Long walk: Exploring race, society and the great outdoors
We were teeing off at Prison View Golf Course, a 6,000-yard track inside the Louisiana State Penitentiary. The afternoon sun was blazing, but Burl Cain looked relaxed in bright plaid shorts as he waggled over his golf ball. Cain, at the time, was the prison’s warden, and it had taken weeks of pestering to get on his calendar. In penitentiary circles, Burl Cain reigned as a god, beloved for the kinder, gentler image he spun out of a 20,000-acre plot infamously known as Angola, the country’s largest maximum security prison.
Cain’s passion is innovation. At Angola, nestled between the Mississippi River and the western border of the Tunica Hills, he created a museum, a public restaurant known for its po’ boys, eight churches, a television station, a hospice program, you name it. Most popular is the Angola Rodeo, where inmates risk death riding bulls and wrestling steer to cheering crowds from all over the world. He opened the golf course in 2004 as a perk for the prison’s some 600 employees and their families who live within the grounds’ so-called “B-line” residential area.
I stood away as the warden coiled his pudgy frame and whacked the ball off the edge of a steep cliff onto the fairway.
“That’ll work,” he said, in a thick Louisiana drawl.
As I stepped over to the tee, my eyes were drawn to a couple of shiny pieces of metal jutting from opposite sides of the tee box. I leaned in for a closer look: shackles, forged as stylish tee markers. I wanted to shake off the sight as benign, as a work of not-so-clever public art. But it was more than that. It was marketing. Cain’s prison was a business, a global brand, like Pepsi or Mickey Ds. I recalled my entry, passing through a gift shop stocked with Angola-branded coffee cups, hot sauce, baby clothes.
Standing between shackles, I ripped my drive, a bad slice, deep onto the neighboring fairway. The errant drive, I now understand, was a fitting start for my time at Angola.
There are few trips in life that I’ve regretted taking. Playing golf at Angola — even more than a decade ago — is one of them. Till this day, I am not sure why I ever thought playing golf in a prison to be a good idea. The act of golf, in itself, taunts the soul. The sport is white-bred and pretentious and isolated from the world’s real problems. To play the sport in a prison is more cruel than fun. In years since, I have tried to forgive myself, reasoning that, aside from my own morbid curiosity, a pushy P.R. guy with Louisiana’s tourism department played a role in my lapse in judgment. I remember vividly the moment; trim and tanned in polo shirt and khakis, the flack sat in a French Quarter restaurant gushing to a group of journalists about Prison View, “a hidden gem” is how he put it, boasting a panoramic view of the prison, colorful flower beds, pristine greens — all meticulously maintained by Angola’s green-thumbed inmates.

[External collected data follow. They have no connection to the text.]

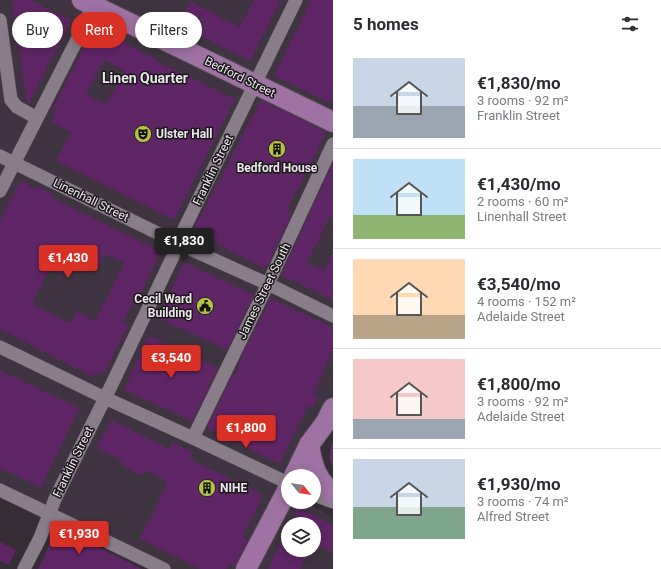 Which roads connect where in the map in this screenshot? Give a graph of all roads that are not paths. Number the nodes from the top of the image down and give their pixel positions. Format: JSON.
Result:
{"nodes":[{"id":1,"x":296,"y":0,"type":"edge"},
{"id":2,"x":90,"y":2,"type":"edge"},
{"id":3,"x":0,"y":20,"type":"edge"},
{"id":4,"x":256,"y":85,"type":"junction"},
{"id":5,"x":37,"y":118,"type":"junction"},
{"id":6,"x":333,"y":122,"type":"edge"},
{"id":7,"x":333,"y":144,"type":"edge"},
{"id":8,"x":0,"y":156,"type":"edge"},
{"id":9,"x":14,"y":162,"type":"junction"},
{"id":10,"x":0,"y":191,"type":"edge"},
{"id":11,"x":179,"y":243,"type":"junction"},
{"id":12,"x":268,"y":284,"type":"junction"},
{"id":13,"x":333,"y":316,"type":"edge"},
{"id":14,"x":0,"y":347,"type":"edge"},
{"id":15,"x":105,"y":398,"type":"junction"},
{"id":16,"x":333,"y":408,"type":"edge"},
{"id":17,"x":193,"y":438,"type":"junction"},
{"id":18,"x":309,"y":445,"type":"junction"},
{"id":19,"x":297,"y":469,"type":"edge"},
{"id":20,"x":281,"y":481,"type":"edge"},
{"id":21,"x":0,"y":490,"type":"edge"},
{"id":22,"x":333,"y":494,"type":"edge"},
{"id":23,"x":321,"y":498,"type":"edge"},
{"id":24,"x":281,"y":502,"type":"edge"},
{"id":25,"x":333,"y":502,"type":"edge"},
{"id":26,"x":49,"y":513,"type":"junction"},
{"id":27,"x":24,"y":569,"type":"edge"},
{"id":28,"x":164,"y":569,"type":"edge"},
{"id":29,"x":246,"y":569,"type":"edge"}],
"edges":[{"from":1,"to":4,"type":"street","name":"Franklin Street"},
{"from":2,"to":4,"type":"main road","name":"Bedford Street"},
{"from":2,"to":5,"type":"street"},
{"from":3,"to":5,"type":"street"},
{"from":4,"to":6,"type":"main road","name":"Bedford Street"},
{"from":4,"to":11,"type":"street","name":"Franklin Street"},
{"from":5,"to":9,"type":"street"},
{"from":7,"to":12,"type":"street","name":"James Street South"},
{"from":8,"to":9,"type":"street","name":"Linenhall Street"},
{"from":9,"to":10,"type":"street"},
{"from":9,"to":11,"type":"street","name":"Linenhall Street"},
{"from":11,"to":12,"type":"street","name":"Linenhall Street"},
{"from":11,"to":15,"type":"street","name":"Franklin Street"},
{"from":12,"to":13,"type":"street","name":"Linenhall Street"},
{"from":12,"to":17,"type":"street","name":"James Street South"},
{"from":14,"to":15,"type":"street"},
{"from":15,"to":17,"type":"street"},
{"from":15,"to":26,"type":"street","name":"Franklin Street"},
{"from":16,"to":18,"type":"main road"},
{"from":17,"to":20,"type":"street"},
{"from":18,"to":19,"type":"main road"},
{"from":18,"to":22,"type":"main road"},
{"from":21,"to":26,"type":"street"},
{"from":23,"to":25,"type":"street"},
{"from":24,"to":29,"type":"main road"},
{"from":26,"to":27,"type":"street","name":"Franklin Street"},
{"from":26,"to":28,"type":"street"}]}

“I’m not sure whether you play golf, but if you do, definitely treat yourself to a round at Angola,” he said, “if only for the novelty of it.”
After a few holes at Prison View, I felt weary from the heat as I rode alongside Burl Cain, whose livelihood was in warehousing Black men, from the fact that, at this moment, we were side by side. Looking out across this former plantation, its namesake inspired by the country raided for human chattel, a sense of grief washed over me. This green space thrives on Black pain; even after Emancipation, a former Confederate army officer bought the property and went on to house prisoners in slave quarters and lease them out to private companies as labor to build levees, roads and harvest crops. Even today, more than two-thirds of Angola’s inmates are Black.
With our golf round finished and the sun descending, Burl Cain sent an underling to transport some inmates over to talk to me about their work beautifying the course. A few minutes later, a flatbed truck pulled up carrying about a dozen Black men. The brothers looked tired, sweaty, suspicious. I walked over and shook each of their hands. I didn’t mention golf. Or flowers. I couldn’t. I just looked at them, and they looked at me. We were a strange sight that day, novelties all of us.